Obviamente, en la misma línea crítica, la civilización de la abundancia no suministra ineludiblemente a sus miembros la felicidad. El hombre sensible no es feliz con el placer, decía Swinburne. Por varias razones. La felicidad es asunto individual que depende de la aptitud de cada cual a considerar optimista o pesimistamente la propia vida. Sea cual fuera el contexto en que vive uno, sobran razones para sentirse insatisfecho: unas personas las exacerban y otras las neutralizan. Ocurre que las ventajas y beneficios de una sociedad consumista son de doble filo al crear malestar psicológico, generando nuevas necesidades, al mismo tiempo que suprimen sufrimiento o satisfacen instintos. La sobreabundancia de bienes materiales, por ejemplo, subsana o compensa ciertas necesidades pero propulsa igualmente ansias y deseos activando frustraciones y rivalidades. La sobreabundancia hace aflorar (sí: en quienes la disfrutan más intensamente) el sentimiento de vivir en una sociedad materialista que impide dar un sentido a la vida. También la preocupación política y social de ayudar al ser humano a prosperar y combatir lo que le hace sufrir, en la medida de lo posible, genera en nosotros el sentimiento de tener “derecho natural” a la felicidad, lo cual merma la capacidad sicológica para encajar la dimensión inevitable del fracaso ínsita en cualquier decurso vital, del palafrenero al emperador, y debilita el sentido del deber para con los demás endosándolo al paternalismo institucional.
La multiplicación de conocimientos desestabiliza las certidumbres tradicionales sin reemplazarlas por otras nuevas. En este sentido, el conocimiento nos puede conducir inesperadamente a consternación instalada en la inseguridad. Es bien conocido el síndrome del impostor/a. De forma más general, la racionalización de la existencia propicia una forma insidiosa de despojar a la vida de su poesía propia. Y, peor, el exceso de racionalización proyecta sobre el mundo un velo de envilecimiento que suscita la nostalgia supersticiosa de formas de vida arcaicas y opiniones arrumbas tiempo ha. La voluntad de convivir pacíficamente –el más alto logro del progreso civilizador digan Nietzsche y su peluquero lo que quieran- lleva al sentimiento que, inmersos en cotidianidad espesa y municipal, hemos acabado con el heroísmo que ardía con alta llama cuando salimos triunfadores de la horda.

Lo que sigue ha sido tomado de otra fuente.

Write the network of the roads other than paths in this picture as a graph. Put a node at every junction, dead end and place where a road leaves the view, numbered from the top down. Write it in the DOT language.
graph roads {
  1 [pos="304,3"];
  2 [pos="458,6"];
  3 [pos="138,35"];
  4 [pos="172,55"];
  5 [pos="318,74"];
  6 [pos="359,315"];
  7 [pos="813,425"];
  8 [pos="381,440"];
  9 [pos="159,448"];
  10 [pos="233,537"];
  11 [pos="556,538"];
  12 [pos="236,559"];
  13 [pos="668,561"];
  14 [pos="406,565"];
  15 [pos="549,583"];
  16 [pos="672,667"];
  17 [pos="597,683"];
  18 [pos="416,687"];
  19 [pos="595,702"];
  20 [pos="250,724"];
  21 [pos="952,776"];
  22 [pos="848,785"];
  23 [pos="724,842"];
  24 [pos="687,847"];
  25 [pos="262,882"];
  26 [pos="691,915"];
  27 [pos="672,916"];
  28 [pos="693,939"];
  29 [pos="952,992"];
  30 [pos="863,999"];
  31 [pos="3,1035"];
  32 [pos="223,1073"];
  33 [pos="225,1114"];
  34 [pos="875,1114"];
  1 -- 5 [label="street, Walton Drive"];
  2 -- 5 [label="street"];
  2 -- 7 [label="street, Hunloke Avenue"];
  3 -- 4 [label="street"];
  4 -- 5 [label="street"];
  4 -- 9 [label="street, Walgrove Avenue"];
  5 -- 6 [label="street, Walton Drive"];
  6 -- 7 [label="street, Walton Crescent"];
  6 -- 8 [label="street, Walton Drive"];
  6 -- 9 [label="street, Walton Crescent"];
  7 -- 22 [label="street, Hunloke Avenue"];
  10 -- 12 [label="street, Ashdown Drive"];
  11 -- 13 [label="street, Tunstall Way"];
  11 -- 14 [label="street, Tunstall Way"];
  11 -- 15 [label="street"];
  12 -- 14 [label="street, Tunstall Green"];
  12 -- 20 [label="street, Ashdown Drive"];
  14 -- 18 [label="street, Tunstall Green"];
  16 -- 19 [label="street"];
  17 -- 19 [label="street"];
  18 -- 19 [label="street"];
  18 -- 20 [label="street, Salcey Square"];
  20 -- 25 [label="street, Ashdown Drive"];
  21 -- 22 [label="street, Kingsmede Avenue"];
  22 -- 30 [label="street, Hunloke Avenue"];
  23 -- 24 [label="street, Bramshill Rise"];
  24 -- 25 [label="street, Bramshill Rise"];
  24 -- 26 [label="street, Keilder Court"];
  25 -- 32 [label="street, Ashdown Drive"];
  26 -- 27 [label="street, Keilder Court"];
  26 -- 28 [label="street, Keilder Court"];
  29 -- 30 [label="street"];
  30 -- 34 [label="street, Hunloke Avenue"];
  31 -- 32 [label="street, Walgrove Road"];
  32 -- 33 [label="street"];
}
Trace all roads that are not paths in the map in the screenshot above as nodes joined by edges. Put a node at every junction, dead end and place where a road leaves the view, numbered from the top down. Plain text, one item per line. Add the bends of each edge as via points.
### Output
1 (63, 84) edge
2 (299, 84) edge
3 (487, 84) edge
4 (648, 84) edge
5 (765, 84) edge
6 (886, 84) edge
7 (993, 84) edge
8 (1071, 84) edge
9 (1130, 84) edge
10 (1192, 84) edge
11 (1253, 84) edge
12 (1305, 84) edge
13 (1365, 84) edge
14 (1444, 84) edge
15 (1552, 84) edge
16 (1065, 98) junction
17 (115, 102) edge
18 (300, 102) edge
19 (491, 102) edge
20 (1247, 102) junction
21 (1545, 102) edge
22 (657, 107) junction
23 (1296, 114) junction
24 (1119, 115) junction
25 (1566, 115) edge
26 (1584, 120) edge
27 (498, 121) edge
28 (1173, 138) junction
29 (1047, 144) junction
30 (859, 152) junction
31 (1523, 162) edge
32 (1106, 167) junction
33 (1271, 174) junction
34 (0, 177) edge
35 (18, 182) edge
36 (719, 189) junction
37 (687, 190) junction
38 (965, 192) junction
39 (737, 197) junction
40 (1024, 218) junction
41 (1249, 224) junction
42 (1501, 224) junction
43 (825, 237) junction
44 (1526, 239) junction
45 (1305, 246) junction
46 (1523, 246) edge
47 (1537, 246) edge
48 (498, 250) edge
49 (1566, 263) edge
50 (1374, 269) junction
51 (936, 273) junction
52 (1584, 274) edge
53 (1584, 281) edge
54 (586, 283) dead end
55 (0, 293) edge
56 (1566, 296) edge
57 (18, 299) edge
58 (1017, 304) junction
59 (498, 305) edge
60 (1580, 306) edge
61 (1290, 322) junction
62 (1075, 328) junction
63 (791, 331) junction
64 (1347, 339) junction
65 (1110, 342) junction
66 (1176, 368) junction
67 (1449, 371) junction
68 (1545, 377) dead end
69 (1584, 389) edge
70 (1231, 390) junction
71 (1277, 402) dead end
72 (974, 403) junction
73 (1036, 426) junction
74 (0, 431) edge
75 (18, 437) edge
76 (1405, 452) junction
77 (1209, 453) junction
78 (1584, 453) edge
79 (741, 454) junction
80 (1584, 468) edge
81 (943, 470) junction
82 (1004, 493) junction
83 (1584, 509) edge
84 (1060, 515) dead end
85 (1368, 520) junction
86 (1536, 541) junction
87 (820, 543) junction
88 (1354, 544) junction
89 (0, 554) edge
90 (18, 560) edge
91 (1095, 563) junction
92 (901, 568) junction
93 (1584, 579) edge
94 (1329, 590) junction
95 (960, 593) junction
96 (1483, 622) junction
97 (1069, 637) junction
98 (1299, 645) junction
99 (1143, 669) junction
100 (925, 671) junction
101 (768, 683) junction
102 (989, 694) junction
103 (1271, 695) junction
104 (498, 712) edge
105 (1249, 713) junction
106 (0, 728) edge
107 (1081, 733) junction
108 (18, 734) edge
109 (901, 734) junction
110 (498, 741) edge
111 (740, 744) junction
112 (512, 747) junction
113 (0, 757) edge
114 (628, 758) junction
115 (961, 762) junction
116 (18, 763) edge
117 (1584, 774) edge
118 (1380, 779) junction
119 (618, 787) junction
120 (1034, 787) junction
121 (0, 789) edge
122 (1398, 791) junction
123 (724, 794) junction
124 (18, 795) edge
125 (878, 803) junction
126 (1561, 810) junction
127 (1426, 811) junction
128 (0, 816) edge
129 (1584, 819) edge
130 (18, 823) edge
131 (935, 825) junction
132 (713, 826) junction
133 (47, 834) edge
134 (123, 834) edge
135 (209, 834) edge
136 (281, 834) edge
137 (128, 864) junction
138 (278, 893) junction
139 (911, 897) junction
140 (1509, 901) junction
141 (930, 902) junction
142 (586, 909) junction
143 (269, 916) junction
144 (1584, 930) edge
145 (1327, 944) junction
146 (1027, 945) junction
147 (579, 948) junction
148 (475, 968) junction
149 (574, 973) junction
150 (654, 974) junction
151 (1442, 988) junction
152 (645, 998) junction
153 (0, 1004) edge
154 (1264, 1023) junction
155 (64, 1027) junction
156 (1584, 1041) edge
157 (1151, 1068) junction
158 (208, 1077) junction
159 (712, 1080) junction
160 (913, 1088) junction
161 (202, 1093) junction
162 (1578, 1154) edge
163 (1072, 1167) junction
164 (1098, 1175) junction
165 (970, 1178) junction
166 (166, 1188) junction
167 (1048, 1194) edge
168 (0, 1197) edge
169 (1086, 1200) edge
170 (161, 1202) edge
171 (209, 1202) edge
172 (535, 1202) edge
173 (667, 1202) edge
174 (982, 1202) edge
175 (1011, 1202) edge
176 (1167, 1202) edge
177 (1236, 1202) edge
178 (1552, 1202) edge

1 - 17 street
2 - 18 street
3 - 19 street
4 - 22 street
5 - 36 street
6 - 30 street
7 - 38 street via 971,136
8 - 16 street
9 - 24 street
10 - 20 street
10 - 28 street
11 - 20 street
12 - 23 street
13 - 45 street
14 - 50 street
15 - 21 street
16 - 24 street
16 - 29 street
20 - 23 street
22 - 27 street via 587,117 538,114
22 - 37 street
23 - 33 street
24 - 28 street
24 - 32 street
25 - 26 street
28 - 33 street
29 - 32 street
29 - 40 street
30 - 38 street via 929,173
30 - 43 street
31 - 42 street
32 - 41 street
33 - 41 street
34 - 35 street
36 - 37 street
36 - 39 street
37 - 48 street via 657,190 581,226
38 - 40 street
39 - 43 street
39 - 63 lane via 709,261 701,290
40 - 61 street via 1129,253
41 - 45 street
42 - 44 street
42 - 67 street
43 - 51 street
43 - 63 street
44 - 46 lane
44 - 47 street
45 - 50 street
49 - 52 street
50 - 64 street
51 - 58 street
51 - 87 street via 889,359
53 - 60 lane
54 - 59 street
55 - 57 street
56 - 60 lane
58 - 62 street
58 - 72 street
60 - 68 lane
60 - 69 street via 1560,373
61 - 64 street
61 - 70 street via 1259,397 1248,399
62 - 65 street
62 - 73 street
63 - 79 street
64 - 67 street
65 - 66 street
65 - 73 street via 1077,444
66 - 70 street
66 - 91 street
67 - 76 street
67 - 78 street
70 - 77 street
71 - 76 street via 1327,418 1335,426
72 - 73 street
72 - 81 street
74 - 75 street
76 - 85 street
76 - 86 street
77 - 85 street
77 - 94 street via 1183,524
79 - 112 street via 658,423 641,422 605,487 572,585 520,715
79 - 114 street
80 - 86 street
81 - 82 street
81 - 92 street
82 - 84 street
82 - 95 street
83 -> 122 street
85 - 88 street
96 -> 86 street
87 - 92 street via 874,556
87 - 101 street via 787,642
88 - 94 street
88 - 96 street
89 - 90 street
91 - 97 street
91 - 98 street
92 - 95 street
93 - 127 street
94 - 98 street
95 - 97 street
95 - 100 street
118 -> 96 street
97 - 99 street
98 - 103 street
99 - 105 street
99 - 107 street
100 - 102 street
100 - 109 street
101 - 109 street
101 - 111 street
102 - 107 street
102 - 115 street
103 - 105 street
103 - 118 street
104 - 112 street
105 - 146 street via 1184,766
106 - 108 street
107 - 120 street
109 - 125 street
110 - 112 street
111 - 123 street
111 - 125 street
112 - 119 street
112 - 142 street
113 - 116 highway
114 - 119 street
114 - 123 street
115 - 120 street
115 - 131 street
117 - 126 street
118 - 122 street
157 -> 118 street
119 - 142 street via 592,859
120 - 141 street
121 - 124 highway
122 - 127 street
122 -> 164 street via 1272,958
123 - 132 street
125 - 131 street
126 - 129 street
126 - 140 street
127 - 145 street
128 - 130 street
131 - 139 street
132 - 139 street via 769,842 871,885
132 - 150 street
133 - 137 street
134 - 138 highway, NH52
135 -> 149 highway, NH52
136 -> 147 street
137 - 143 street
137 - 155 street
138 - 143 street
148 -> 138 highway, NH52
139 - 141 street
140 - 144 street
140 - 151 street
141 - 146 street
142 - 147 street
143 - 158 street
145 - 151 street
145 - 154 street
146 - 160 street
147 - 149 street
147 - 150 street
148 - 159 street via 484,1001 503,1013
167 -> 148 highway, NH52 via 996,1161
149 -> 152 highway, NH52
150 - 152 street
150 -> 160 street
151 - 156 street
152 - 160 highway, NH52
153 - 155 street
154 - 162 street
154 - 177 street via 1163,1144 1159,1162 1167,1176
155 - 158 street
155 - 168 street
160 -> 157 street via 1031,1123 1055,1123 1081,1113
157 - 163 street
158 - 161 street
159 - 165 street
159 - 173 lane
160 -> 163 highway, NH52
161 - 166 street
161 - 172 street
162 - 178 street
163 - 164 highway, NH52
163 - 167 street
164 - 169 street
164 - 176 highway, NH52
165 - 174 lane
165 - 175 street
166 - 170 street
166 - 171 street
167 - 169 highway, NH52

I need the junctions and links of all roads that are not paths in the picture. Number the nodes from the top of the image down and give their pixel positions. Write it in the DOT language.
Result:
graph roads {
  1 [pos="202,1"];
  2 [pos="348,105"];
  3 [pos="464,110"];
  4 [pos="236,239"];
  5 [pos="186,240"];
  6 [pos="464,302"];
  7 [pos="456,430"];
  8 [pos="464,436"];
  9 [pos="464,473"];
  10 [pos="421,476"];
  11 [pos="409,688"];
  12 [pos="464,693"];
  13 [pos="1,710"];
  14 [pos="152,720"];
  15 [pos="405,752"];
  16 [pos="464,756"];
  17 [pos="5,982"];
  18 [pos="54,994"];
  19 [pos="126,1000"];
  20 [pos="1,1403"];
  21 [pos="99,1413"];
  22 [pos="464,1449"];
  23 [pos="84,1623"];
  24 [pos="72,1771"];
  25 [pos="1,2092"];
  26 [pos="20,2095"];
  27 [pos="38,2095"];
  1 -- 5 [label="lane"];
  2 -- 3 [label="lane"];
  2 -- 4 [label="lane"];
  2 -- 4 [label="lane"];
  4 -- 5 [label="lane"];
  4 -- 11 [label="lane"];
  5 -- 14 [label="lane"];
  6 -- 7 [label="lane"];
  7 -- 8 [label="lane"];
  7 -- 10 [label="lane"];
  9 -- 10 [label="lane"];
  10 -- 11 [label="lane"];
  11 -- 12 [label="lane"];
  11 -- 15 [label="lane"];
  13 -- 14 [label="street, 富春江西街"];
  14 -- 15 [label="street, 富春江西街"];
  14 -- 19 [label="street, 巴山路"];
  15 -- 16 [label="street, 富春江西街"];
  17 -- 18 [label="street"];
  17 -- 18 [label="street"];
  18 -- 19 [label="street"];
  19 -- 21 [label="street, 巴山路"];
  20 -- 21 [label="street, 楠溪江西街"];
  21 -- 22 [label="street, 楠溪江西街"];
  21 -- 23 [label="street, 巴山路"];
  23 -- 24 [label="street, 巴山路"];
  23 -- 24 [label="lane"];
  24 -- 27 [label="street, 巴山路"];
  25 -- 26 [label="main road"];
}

En definitiva, las evidentes ventajas de la modernidad, si bien se mira no nos eximen de observarla con lucidez desprejuiciada. Deberíamos comprender que la modernidad no puede darnos todo. Sus ventajas tienen un coste y hay que pagarlo. A mayores, el pesimismo que comparten muchos de nuestros contemporáneos se apoya en el descubrimiento que algunas formas de modernidad, intrínsecamente positivas, provocan indirectamente (efectos colaterales no deseados) consecuencias terriblemente destructoras (energía atómica, manipulación genética, nanopartículas, consumo de recursos naturales no renovables, medicamentos, alimentación, etc.).
La propia lógica de las sociedades avanzadas las lleva a emprender tareas cada vez más ambiciosas sin saber si seremos capaces de asumir los efectos perversos o angustiosos. Esta carrera hacia el infinito expresa en cierta medida una maldición que ha caído sobre el hombre prometeico por querer controlar su propio destino anticipándolo. Vana ilusión: toda acción humana conlleva consecuencias inesperadas.